Search code examples
pythoncontext-free-grammarpyparsing

Parsing enumerations with CFG


I have a string that was generated from a rich text enumeration, for example:

"(1) Let X denote one of the following: (a) weight (b) height (c) depth (2) Y denote (a) color, except (i) white (ii) blue (b) pressure"

I want to construct the original structure, for example:

{"Let X denote one of the following:" : {"weight":{}, "height":{}, "depth":{}} , 
"Y denote": {"color, except": {"white":{}, "blue":{}}}, "pressure":{} }

It is very apparent that this is context-free-grammar, however I had trouble implementing it pyparsing

Edit

I am no expert in CFG, so I hope this BNF representations is correct:

Assuming the following:

  1. w is the equivalent of any character (re.compile("\w*"))
  2. l is equivalent to re.compile("[a-z]")
  3. d is equivalent to `re.compile("\d+")
  4. r is equivalent to roman numerals (i,ii,iii ,...)
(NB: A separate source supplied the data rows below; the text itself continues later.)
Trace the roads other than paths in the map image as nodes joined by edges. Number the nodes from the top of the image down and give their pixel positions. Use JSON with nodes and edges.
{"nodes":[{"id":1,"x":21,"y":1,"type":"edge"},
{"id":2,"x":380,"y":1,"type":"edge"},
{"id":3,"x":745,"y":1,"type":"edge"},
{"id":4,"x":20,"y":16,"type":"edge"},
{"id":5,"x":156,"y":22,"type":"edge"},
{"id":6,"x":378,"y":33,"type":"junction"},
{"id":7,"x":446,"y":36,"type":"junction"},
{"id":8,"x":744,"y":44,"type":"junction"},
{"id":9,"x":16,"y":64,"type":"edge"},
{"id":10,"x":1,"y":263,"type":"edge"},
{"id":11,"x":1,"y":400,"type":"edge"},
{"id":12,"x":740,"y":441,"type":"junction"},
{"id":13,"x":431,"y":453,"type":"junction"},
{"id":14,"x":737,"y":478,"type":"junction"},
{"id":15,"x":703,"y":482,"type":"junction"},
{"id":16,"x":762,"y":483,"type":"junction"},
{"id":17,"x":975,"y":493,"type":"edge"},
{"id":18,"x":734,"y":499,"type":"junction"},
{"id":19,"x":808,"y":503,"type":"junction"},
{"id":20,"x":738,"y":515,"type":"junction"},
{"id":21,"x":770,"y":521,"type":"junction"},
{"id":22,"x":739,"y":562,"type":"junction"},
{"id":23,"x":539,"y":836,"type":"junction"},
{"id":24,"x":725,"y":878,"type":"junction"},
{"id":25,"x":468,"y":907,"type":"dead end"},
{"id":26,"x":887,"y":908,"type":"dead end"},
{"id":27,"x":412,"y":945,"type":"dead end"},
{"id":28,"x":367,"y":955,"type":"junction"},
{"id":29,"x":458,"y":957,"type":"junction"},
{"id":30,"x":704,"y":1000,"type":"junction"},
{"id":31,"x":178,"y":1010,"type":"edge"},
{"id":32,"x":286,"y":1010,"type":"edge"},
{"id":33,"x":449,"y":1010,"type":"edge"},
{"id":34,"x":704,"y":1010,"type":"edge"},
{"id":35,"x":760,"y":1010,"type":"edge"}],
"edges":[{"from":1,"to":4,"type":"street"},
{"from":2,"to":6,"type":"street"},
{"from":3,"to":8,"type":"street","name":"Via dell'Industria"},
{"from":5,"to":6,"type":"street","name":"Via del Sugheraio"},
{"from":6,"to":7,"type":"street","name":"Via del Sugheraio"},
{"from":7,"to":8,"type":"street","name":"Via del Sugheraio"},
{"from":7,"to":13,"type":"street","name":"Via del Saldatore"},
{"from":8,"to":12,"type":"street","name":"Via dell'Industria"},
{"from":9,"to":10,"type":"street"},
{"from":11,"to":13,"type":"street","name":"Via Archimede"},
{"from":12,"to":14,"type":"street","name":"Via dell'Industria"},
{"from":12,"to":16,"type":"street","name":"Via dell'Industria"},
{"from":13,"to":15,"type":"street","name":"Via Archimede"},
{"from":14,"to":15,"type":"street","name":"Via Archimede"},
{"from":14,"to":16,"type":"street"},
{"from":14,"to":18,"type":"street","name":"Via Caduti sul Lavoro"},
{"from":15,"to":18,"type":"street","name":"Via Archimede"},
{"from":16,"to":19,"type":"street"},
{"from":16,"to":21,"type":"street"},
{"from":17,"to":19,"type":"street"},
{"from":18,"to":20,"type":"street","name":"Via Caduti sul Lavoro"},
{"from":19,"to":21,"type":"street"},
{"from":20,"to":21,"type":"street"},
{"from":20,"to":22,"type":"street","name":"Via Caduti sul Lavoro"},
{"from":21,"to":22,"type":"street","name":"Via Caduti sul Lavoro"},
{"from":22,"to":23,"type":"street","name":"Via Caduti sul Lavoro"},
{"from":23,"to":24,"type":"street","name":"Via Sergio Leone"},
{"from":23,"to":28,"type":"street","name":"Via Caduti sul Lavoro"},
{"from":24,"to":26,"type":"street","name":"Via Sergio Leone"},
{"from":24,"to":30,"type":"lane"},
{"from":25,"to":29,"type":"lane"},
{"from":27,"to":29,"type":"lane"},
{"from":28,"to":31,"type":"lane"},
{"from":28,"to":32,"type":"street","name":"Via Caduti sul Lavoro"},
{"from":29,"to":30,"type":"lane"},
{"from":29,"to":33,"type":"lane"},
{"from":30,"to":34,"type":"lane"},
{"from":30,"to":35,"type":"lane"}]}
Then (hopefully), the BNF should look something like this

<E1>::= "(" <d> ")" | <E1> " "
<E2>::= "(" <l> ")" | <E2> " "
<E3>::= "(" <r> ")" | <E3> " "
<L0>::= <w> | <w> <E1> <L1> <L0>
<L1>::= <w> | <w> <E2> <L2> <L1>
<L2>::= <w> | <w> <E3> <L2>

Solution

  • Here is the first part of your parser using pyparsing expressions:

    import pyparsing as pp
    
    LPAR, RPAR = map(pp.Suppress, "()")
    COMMA, COLON = map(pp.Literal, ",:")
    wd = pp.Word(pp.alphas)
    letter = pp.oneOf(list(pp.alphas.lower())) 
    integer = pp.pyparsing_common.integer
    roman = pp.Word('ivx')
    
    e1 = LPAR + integer + RPAR
    e2 = LPAR + letter + RPAR
    e3 = LPAR + roman + RPAR
    

    The next part, based on your BNF, might look like:

    # predefine levels using Forwards, since they are recursive
    lev0 = pp.Forward()
    lev1 = pp.Forward()
    lev2 = pp.Forward()
    
    lev0 <<= wd | wd + e1 + lev1 + lev0
    lev1 <<= wd | wd + e2 + lev2 + lev1
    lev2 <<= wd | wd + e3 + lev2
    

    I assume that lev0 is supposed to parse your test string being the 0'th level of nesting.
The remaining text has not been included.